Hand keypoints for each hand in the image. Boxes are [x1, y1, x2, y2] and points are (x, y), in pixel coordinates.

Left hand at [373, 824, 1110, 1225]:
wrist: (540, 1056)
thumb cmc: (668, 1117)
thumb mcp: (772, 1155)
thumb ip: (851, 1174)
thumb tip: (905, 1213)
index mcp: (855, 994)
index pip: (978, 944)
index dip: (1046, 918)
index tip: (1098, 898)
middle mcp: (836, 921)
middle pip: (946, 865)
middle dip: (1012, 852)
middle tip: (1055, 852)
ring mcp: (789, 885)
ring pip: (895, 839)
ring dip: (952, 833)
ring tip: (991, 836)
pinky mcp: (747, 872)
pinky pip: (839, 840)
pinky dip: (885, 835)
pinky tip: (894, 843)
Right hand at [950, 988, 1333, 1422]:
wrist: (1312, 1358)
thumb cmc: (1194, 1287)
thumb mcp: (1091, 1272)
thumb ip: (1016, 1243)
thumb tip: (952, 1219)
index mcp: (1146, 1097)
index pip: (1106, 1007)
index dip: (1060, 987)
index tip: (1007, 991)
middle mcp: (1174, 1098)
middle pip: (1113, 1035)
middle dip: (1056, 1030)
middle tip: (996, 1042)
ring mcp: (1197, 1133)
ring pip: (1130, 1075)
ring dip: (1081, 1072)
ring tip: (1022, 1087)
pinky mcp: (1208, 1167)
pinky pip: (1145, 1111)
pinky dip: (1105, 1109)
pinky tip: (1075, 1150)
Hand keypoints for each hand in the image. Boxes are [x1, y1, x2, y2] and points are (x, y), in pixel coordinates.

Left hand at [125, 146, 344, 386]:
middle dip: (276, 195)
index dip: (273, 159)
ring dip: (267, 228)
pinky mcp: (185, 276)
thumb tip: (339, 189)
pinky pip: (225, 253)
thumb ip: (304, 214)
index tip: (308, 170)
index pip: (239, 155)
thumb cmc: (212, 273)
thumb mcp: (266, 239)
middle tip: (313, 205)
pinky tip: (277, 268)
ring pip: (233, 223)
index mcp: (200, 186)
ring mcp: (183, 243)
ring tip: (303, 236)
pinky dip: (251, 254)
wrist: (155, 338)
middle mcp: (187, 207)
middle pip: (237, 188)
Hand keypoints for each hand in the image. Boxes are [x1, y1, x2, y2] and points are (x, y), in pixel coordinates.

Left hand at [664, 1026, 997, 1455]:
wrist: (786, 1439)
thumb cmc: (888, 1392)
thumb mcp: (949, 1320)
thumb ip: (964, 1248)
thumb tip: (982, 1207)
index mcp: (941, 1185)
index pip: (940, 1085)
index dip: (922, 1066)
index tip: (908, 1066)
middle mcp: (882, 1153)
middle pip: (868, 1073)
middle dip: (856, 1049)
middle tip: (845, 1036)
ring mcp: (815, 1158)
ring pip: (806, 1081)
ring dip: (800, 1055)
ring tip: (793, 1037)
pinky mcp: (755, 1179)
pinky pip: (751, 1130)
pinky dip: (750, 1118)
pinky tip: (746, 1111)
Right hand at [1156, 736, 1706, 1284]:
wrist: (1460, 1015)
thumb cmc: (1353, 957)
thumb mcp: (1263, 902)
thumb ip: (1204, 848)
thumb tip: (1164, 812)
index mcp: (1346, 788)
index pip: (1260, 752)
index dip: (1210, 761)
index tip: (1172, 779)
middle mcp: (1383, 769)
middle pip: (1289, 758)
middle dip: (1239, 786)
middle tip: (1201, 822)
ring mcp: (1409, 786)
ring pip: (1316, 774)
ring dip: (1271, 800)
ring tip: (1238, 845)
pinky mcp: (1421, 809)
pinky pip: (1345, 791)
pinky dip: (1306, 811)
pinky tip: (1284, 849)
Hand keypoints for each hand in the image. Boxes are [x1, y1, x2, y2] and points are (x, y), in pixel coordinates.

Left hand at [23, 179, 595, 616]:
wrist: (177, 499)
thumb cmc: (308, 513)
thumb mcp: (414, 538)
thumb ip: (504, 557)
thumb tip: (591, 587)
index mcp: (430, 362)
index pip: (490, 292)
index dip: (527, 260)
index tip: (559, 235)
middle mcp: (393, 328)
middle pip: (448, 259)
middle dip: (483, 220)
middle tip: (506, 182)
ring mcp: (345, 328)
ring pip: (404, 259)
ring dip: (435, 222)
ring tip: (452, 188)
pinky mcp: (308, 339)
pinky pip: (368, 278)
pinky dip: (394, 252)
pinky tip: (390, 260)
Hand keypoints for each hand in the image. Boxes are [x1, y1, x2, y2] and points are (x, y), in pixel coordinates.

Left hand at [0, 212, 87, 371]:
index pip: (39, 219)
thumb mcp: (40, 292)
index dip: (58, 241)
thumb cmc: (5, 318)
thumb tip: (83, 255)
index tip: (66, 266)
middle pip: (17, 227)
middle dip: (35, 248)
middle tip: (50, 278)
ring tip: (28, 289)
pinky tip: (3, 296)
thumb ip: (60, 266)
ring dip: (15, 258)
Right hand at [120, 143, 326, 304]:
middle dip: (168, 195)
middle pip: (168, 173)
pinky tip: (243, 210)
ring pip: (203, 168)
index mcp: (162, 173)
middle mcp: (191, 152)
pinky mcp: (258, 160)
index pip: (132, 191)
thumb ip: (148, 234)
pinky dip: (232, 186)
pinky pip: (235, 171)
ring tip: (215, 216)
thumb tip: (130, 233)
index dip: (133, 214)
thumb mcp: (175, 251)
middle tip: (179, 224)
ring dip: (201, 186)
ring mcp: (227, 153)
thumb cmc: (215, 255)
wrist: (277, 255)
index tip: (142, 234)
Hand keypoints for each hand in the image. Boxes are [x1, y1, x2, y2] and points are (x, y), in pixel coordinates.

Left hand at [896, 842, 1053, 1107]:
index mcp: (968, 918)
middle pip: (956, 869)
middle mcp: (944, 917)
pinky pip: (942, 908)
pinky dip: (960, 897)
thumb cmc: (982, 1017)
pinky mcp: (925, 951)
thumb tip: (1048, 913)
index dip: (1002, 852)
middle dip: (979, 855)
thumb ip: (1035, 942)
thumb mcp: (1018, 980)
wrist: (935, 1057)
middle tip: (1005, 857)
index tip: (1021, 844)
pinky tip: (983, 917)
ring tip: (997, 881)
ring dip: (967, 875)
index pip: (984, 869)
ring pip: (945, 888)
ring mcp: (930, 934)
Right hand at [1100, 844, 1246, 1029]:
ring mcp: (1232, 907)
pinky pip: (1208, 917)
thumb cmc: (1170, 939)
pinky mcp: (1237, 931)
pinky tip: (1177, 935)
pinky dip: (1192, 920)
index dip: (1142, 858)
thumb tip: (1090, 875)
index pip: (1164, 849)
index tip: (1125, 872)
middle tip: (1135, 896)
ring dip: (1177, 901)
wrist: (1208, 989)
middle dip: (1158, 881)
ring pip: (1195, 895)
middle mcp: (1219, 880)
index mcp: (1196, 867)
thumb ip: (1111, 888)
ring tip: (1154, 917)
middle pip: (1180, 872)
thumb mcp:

----------------------------------------

*Assigned task*: Start with the line above that contains "ring mcp: (183, 243)" and end with the line that contains "index tip: (1172, 779)". Write out those lines exactly, and only those.

*Answer*:
ring mcp: (183, 243)
ring tip: (303, 236)
pinky dip: (251, 254)
wrist: (155, 338)
middle mcp: (187, 207)
middle pip: (237, 188)
Hand keypoints for each hand in the image. Boxes are [x1, y1, x2, y2] and points are (x, y), in pixel coordinates.

Left hand at [664, 1026, 997, 1455]:
wrist: (786, 1439)
thumb cmc: (888, 1392)
thumb mcp: (949, 1320)
thumb ip: (964, 1248)
thumb tip: (982, 1207)
index mcp: (941, 1185)
index pip: (940, 1085)
index dip: (922, 1066)
index tip: (908, 1066)
middle mcp: (882, 1153)
middle pip: (868, 1073)
middle dip: (856, 1049)
middle tip: (845, 1036)
ring mcp: (815, 1158)
ring pip: (806, 1081)
ring dip: (800, 1055)
ring tip: (793, 1037)
pinky mcp: (755, 1179)
pinky pip: (751, 1130)
pinky dip: (750, 1118)
pinky tip: (746, 1111)
Right hand at [1156, 736, 1706, 1284]:
wrist: (1460, 1015)
thumb cmc: (1353, 957)
thumb mcp: (1263, 902)
thumb ip: (1204, 848)
thumb tip: (1164, 812)
index mcp: (1346, 788)
index pip: (1260, 752)
index dip: (1210, 761)
index tip: (1172, 779)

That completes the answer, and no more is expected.